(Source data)
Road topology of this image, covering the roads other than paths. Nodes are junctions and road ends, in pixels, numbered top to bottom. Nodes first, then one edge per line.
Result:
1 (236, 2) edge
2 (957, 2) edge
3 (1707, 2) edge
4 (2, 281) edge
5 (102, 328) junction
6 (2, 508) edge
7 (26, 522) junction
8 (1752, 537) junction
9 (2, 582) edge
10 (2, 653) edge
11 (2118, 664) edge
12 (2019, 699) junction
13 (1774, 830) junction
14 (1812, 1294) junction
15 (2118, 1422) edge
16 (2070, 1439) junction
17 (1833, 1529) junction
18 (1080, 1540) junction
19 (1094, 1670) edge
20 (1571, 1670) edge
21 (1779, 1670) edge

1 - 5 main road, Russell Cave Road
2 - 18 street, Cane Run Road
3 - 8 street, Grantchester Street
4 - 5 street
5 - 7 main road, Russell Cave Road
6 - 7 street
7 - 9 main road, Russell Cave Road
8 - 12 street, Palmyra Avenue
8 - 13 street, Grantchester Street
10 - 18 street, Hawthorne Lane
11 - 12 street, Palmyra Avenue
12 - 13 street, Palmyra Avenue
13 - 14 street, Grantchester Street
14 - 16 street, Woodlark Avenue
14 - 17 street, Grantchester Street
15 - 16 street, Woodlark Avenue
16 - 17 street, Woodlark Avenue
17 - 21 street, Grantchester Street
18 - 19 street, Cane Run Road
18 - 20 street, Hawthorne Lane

...

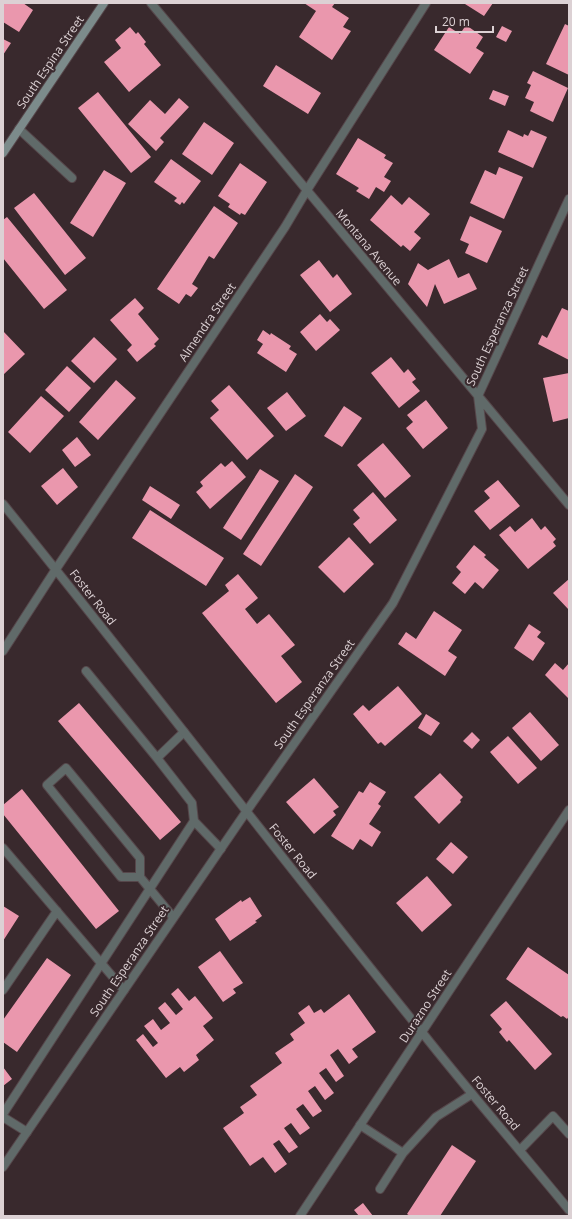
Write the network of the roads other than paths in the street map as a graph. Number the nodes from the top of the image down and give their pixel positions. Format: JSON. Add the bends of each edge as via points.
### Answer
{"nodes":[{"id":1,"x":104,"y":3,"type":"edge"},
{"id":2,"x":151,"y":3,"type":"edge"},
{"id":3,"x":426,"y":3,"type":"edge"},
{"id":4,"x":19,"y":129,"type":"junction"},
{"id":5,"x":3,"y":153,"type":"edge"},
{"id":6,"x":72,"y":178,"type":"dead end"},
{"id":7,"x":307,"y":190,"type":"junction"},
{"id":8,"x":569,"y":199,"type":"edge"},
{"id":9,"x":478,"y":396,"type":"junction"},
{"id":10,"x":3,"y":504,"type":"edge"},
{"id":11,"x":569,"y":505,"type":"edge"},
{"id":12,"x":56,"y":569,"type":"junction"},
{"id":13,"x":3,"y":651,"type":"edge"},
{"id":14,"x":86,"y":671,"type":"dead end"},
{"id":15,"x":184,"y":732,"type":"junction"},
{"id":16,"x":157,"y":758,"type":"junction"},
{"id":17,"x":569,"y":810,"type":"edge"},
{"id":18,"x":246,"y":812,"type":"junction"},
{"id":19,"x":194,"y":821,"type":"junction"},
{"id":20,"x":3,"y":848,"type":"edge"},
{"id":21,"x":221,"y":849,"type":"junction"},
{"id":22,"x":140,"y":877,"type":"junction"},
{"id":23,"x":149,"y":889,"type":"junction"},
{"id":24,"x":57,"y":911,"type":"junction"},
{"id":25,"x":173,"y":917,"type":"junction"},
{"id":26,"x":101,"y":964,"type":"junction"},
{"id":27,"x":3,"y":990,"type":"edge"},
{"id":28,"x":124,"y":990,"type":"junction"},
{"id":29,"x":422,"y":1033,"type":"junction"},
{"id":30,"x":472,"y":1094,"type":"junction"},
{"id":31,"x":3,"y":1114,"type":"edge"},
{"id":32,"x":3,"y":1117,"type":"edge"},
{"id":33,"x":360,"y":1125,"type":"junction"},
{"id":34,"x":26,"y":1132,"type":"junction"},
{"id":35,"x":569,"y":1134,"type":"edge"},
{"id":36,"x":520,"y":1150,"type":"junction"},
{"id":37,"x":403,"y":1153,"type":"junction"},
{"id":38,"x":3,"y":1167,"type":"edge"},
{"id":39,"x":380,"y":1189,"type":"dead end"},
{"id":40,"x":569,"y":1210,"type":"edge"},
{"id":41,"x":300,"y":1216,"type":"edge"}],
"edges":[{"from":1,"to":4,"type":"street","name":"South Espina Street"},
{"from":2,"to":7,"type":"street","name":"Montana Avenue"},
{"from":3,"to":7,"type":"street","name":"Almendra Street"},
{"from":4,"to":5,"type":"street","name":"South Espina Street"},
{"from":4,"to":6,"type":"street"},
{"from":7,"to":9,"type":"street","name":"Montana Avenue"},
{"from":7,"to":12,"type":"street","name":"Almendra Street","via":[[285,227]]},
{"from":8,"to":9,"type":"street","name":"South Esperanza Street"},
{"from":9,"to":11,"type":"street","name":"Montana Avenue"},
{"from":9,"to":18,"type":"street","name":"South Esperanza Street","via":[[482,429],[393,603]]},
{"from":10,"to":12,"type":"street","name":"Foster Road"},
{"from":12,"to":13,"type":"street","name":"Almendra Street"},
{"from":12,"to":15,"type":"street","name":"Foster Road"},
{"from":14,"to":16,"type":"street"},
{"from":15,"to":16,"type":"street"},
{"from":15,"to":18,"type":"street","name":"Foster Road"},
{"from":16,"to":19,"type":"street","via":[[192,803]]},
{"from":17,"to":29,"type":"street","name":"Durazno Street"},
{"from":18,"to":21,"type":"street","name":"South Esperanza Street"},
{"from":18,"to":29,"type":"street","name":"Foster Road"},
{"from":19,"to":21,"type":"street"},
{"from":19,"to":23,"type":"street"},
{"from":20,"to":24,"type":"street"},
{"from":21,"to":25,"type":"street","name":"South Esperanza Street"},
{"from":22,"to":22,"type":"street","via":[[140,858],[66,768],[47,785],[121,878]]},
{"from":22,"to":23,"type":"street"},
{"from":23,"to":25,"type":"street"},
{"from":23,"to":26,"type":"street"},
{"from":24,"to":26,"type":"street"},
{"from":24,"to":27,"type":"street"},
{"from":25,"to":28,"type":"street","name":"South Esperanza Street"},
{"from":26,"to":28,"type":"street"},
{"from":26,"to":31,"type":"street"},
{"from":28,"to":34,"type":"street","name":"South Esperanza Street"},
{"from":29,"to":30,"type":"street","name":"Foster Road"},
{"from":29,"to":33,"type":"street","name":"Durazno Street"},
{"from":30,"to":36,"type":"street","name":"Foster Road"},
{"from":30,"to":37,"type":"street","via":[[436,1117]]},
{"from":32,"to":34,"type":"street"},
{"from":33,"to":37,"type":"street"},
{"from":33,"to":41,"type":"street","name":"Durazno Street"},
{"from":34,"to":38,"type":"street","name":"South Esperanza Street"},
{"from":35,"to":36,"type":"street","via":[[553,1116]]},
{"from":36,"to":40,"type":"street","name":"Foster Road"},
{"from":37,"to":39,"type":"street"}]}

==

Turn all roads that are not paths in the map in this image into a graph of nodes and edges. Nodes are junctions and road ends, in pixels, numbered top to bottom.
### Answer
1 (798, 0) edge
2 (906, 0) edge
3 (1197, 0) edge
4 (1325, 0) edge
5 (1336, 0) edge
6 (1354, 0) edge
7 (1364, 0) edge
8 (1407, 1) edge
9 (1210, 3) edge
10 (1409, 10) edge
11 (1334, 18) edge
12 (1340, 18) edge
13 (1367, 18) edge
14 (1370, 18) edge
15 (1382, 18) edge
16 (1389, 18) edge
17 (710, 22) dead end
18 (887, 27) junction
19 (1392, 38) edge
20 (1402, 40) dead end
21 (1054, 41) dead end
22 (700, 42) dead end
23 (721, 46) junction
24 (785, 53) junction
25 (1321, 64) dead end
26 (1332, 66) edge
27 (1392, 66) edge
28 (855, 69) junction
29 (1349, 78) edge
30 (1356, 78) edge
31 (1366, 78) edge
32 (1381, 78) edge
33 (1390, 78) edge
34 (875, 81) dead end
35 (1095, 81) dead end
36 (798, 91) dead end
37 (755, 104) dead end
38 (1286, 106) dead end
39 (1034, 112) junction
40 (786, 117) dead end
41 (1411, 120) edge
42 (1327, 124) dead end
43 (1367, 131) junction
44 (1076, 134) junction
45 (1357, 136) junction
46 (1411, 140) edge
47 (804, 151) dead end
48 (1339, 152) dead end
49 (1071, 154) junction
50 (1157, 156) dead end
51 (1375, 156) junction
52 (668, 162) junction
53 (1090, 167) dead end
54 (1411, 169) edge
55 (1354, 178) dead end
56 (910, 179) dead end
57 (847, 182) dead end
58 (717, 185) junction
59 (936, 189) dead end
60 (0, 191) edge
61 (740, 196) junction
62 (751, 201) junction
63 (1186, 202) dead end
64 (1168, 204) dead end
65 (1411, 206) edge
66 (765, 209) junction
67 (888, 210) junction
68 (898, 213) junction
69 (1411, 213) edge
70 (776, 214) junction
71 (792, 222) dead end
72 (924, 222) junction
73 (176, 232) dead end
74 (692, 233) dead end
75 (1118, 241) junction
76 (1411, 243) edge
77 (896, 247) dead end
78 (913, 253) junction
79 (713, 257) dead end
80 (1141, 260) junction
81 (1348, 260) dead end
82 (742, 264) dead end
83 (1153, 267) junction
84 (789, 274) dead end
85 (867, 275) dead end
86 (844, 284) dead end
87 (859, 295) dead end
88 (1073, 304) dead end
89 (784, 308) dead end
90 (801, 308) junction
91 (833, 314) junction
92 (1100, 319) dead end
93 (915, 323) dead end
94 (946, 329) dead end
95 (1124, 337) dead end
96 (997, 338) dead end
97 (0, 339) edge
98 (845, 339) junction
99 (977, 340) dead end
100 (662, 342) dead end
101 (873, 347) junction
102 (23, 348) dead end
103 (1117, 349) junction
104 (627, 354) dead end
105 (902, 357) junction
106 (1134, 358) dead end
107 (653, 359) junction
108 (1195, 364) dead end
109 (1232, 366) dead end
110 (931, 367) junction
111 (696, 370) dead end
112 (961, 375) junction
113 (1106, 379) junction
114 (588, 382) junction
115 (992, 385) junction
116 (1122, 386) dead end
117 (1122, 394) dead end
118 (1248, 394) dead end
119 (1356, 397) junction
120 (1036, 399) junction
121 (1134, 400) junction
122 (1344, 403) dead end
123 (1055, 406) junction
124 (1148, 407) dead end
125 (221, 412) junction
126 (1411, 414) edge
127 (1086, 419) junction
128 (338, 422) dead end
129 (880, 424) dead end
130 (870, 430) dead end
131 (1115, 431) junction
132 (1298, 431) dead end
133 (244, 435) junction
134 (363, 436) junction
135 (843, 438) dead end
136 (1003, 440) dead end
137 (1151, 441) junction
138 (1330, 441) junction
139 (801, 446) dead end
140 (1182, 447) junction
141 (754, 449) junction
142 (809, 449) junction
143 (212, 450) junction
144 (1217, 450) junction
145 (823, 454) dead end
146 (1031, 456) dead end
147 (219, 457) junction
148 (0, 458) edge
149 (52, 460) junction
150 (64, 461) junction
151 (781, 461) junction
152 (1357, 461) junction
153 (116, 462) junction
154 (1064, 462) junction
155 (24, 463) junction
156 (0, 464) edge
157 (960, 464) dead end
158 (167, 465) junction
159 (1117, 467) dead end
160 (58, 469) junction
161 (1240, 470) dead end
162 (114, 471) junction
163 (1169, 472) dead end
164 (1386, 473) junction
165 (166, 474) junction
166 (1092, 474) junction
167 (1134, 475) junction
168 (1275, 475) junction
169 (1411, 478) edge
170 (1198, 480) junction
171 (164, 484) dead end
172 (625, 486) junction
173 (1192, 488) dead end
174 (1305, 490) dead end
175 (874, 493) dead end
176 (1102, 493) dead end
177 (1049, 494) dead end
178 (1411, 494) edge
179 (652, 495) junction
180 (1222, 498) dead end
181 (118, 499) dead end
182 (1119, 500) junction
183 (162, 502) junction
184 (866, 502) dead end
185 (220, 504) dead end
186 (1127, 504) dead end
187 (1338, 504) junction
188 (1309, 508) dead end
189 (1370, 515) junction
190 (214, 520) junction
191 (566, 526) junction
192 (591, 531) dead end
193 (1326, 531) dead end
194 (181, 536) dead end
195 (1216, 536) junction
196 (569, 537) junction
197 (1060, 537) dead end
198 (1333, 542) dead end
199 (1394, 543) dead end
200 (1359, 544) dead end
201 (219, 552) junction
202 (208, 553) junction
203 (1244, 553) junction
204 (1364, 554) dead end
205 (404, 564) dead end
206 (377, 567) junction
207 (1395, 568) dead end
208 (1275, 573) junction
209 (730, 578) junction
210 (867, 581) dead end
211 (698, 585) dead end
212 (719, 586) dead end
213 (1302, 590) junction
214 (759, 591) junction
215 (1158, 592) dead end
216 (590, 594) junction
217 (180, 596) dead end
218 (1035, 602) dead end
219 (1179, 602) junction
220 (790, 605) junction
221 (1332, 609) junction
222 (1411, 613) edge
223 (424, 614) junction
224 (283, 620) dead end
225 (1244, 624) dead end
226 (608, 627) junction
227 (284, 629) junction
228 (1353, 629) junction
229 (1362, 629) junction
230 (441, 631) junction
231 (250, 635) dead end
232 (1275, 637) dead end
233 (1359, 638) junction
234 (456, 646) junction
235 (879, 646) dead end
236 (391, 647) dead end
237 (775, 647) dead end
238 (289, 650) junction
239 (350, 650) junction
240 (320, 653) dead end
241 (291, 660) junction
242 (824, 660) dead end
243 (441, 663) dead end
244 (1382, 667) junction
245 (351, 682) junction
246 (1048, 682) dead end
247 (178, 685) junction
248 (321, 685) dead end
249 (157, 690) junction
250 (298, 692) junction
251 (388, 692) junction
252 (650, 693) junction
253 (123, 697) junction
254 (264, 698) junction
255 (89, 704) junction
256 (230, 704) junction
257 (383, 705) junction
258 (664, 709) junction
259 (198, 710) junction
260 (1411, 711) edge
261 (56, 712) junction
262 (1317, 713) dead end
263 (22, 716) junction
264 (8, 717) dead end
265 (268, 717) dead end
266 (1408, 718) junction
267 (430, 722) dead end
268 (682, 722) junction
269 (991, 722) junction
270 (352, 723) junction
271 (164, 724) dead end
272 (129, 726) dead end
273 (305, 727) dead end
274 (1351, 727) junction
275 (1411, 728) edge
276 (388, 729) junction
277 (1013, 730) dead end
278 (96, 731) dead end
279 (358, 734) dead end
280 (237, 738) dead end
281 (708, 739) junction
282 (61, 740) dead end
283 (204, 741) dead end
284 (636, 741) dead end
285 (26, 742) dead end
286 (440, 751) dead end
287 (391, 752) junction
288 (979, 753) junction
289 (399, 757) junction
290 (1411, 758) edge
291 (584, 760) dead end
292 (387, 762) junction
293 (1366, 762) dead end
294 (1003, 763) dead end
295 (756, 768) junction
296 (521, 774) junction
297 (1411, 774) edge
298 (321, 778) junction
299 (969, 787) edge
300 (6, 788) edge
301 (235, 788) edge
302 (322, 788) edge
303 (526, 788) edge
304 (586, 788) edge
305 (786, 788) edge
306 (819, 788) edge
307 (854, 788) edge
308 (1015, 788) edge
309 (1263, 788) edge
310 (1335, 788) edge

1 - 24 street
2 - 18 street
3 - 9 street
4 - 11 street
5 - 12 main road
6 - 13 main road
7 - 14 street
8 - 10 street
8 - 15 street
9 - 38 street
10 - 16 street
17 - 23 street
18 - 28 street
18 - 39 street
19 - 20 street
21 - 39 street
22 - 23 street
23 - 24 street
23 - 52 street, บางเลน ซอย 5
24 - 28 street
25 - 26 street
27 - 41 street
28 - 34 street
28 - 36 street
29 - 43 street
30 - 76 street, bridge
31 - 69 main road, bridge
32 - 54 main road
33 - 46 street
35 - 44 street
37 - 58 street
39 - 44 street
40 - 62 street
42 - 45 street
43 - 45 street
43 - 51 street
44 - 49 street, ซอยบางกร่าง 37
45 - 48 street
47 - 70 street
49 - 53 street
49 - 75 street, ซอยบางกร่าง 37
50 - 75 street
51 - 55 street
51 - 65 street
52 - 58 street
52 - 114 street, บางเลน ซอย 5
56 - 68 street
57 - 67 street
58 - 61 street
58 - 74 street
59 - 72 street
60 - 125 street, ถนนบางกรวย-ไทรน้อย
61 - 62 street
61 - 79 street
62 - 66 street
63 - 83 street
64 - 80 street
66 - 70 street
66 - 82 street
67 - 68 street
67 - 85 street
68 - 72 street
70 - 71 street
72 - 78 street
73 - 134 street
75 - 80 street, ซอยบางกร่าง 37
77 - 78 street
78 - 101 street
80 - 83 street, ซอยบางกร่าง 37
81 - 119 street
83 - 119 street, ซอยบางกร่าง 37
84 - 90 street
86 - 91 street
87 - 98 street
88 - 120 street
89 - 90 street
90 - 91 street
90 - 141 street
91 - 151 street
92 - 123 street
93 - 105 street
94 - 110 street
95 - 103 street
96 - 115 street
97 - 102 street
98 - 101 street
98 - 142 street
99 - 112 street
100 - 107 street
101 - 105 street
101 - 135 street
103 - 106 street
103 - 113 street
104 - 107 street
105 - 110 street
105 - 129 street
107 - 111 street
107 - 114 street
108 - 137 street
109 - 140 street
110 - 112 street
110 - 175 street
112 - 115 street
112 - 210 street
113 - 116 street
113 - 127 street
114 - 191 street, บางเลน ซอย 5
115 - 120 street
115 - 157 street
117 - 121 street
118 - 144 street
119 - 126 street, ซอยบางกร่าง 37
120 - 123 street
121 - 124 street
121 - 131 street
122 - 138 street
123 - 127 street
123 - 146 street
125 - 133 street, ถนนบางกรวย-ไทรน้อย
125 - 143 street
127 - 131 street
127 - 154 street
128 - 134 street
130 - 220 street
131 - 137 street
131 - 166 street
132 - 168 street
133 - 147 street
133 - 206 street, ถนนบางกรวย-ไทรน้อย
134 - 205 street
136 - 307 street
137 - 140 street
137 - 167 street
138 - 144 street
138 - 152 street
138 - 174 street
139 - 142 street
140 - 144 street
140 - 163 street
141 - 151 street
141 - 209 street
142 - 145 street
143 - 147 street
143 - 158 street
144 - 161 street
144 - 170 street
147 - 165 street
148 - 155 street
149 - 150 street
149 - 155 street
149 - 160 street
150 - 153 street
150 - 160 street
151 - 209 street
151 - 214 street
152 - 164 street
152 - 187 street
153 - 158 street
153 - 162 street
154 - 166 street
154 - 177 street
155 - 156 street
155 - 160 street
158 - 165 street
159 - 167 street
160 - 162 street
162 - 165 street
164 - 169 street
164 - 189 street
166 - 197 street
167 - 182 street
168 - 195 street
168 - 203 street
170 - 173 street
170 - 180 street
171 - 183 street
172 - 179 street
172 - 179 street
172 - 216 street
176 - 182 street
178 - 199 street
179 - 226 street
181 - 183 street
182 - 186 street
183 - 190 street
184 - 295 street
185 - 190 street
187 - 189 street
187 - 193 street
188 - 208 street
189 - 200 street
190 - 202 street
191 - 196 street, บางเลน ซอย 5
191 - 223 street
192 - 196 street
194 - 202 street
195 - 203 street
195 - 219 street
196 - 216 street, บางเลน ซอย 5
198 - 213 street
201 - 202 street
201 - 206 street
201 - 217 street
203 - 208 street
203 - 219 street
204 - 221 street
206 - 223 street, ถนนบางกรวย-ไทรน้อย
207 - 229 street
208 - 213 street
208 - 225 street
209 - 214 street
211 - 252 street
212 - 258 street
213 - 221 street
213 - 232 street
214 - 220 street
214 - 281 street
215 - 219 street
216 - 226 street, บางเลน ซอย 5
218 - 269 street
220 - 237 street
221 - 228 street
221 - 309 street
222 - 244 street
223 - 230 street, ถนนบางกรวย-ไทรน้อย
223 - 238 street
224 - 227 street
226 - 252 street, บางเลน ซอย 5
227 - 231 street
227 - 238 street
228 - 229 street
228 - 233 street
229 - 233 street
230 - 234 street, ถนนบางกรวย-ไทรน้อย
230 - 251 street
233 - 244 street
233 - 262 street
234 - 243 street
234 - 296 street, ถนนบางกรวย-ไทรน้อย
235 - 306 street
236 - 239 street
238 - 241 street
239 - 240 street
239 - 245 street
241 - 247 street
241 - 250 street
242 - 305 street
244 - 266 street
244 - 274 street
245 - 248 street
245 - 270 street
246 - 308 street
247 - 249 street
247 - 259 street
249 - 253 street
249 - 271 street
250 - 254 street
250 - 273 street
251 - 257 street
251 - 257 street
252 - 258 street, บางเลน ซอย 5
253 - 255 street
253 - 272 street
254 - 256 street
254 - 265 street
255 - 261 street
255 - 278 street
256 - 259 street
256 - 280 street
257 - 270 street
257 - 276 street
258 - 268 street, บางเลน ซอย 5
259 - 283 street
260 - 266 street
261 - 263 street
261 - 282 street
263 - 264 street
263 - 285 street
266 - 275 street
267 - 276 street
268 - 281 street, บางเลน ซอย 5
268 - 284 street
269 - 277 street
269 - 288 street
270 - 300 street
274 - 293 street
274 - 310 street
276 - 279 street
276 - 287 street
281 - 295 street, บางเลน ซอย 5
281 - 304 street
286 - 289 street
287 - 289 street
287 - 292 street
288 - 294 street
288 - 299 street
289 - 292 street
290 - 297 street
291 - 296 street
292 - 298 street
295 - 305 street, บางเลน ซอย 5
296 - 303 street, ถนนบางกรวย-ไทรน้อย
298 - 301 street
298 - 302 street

• _DIRECTIONS_
Search the entries for the string "ถนนบางกรวย" and return each line where it turns up.

• _SOLUTION TO THE EXERCISE_
60 - 125 street, ถนนบางกรวย-ไทรน้อย
125 - 133 street, ถนนบางกรวย-ไทรน้อย
133 - 206 street, ถนนบางกรวย-ไทรน้อย
206 - 223 street, ถนนบางกรวย-ไทรน้อย
223 - 230 street, ถนนบางกรวย-ไทรน้อย
230 - 234 street, ถนนบางกรวย-ไทรน้อย
234 - 296 street, ถนนบางกรวย-ไทรน้อย
296 - 303 street, ถนนบางกรวย-ไทรน้อย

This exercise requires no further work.